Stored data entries
..............................

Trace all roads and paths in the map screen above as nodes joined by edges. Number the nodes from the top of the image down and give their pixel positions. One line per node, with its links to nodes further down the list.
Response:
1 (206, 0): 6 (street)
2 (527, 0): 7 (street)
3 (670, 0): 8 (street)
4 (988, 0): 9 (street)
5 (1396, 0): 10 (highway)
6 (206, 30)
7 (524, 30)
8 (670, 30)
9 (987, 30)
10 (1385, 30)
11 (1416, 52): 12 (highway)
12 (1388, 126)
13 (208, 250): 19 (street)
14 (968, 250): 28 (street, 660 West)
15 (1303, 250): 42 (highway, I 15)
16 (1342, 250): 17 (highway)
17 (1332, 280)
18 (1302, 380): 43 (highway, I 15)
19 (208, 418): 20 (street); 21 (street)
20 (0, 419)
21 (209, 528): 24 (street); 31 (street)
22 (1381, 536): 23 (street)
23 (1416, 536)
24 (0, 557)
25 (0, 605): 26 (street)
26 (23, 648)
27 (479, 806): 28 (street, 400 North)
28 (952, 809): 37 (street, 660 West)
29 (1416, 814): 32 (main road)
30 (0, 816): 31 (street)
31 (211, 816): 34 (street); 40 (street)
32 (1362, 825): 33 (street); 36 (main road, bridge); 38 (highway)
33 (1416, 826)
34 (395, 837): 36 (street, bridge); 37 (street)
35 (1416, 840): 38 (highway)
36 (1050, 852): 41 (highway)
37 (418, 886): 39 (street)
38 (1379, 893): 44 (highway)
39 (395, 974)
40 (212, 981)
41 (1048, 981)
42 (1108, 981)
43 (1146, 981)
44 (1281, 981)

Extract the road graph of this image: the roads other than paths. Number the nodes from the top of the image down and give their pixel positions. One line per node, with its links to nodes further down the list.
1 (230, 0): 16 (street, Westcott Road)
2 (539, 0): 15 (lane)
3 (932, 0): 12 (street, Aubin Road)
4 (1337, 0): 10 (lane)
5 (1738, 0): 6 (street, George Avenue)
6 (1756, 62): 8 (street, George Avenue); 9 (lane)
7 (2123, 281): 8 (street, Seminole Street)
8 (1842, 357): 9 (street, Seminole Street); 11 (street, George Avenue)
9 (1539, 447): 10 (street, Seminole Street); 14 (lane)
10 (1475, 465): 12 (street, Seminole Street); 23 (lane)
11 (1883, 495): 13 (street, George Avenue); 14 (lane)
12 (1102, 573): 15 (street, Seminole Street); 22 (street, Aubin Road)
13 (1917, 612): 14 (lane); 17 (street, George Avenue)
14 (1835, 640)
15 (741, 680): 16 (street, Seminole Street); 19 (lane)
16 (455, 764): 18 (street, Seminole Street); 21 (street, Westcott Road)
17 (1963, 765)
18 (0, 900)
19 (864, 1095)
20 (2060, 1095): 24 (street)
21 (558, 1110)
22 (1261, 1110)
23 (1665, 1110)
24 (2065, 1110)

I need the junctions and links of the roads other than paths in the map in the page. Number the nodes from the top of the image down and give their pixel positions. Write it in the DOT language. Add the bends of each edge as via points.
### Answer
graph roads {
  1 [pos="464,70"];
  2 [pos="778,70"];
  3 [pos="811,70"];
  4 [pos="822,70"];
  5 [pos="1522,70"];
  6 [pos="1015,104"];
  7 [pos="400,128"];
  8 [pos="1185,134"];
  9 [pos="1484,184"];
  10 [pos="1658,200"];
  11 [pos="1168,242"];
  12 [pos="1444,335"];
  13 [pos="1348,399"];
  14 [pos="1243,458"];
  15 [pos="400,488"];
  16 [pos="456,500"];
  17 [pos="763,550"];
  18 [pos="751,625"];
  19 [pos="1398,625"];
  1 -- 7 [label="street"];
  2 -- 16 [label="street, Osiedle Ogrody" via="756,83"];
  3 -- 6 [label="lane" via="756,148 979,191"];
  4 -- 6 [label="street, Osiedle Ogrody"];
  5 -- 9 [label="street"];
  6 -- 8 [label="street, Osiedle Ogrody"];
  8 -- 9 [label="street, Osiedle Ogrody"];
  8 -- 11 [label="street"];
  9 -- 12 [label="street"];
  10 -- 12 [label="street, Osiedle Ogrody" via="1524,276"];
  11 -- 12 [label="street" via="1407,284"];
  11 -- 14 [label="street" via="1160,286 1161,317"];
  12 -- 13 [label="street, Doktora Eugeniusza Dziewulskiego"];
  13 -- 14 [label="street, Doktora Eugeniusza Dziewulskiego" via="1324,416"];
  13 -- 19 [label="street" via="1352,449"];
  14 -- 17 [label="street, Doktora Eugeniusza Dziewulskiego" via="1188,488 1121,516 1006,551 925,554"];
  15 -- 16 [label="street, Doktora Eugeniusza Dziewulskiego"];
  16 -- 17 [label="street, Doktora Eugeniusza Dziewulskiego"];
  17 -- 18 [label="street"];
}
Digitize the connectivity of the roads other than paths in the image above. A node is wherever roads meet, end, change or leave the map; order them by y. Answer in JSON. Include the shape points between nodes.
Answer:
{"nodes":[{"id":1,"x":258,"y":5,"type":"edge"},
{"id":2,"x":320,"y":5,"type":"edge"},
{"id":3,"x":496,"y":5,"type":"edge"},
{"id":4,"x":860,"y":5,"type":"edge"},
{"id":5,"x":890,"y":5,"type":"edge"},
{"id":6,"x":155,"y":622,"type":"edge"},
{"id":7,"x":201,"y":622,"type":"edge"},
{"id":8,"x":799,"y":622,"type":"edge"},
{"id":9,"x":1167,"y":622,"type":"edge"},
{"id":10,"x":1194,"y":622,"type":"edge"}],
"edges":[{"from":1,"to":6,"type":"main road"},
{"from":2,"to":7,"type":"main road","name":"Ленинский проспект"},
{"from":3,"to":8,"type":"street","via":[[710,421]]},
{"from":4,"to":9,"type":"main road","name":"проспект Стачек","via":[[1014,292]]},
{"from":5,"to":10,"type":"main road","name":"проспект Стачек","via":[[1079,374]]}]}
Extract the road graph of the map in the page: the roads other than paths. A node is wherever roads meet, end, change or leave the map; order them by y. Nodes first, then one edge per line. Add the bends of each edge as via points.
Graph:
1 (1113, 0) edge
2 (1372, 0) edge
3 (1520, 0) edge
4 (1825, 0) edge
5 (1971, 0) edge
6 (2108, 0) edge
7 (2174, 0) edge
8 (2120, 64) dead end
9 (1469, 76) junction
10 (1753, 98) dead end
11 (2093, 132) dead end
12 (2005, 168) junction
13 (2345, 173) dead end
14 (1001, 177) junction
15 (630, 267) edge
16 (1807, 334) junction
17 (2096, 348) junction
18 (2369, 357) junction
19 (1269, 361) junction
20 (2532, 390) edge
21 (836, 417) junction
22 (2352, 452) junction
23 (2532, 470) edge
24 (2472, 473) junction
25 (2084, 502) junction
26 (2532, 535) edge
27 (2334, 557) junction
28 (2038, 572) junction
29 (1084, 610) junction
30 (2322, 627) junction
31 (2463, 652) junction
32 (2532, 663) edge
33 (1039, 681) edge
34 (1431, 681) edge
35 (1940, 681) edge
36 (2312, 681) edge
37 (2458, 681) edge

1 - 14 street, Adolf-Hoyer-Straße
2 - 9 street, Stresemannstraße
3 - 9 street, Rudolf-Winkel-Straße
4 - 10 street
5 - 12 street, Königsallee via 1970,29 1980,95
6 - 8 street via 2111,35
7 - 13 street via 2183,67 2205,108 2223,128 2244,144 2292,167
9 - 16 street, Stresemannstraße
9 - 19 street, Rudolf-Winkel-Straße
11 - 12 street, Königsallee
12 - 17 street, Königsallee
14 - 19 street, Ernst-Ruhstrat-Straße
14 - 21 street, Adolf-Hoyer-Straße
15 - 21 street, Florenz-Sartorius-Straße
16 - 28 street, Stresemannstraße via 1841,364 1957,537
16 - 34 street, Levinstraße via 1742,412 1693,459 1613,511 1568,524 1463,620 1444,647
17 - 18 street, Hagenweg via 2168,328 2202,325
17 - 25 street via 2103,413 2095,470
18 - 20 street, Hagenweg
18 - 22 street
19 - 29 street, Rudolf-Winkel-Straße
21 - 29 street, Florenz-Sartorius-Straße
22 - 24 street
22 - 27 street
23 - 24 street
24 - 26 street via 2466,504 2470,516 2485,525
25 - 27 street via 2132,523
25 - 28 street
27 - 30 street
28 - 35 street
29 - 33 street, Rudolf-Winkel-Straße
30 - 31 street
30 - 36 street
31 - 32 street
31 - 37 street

..............................

TASK INSTRUCTIONS: Copy out each line of the data where the string "meet" appears.

RESPONSE TO THE TASK:
Digitize the connectivity of the roads other than paths in the image above. A node is wherever roads meet, end, change or leave the map; order them by y. Answer in JSON. Include the shape points between nodes.
Extract the road graph of the map in the page: the roads other than paths. A node is wherever roads meet, end, change or leave the map; order them by y. Nodes first, then one edge per line. Add the bends of each edge as via points.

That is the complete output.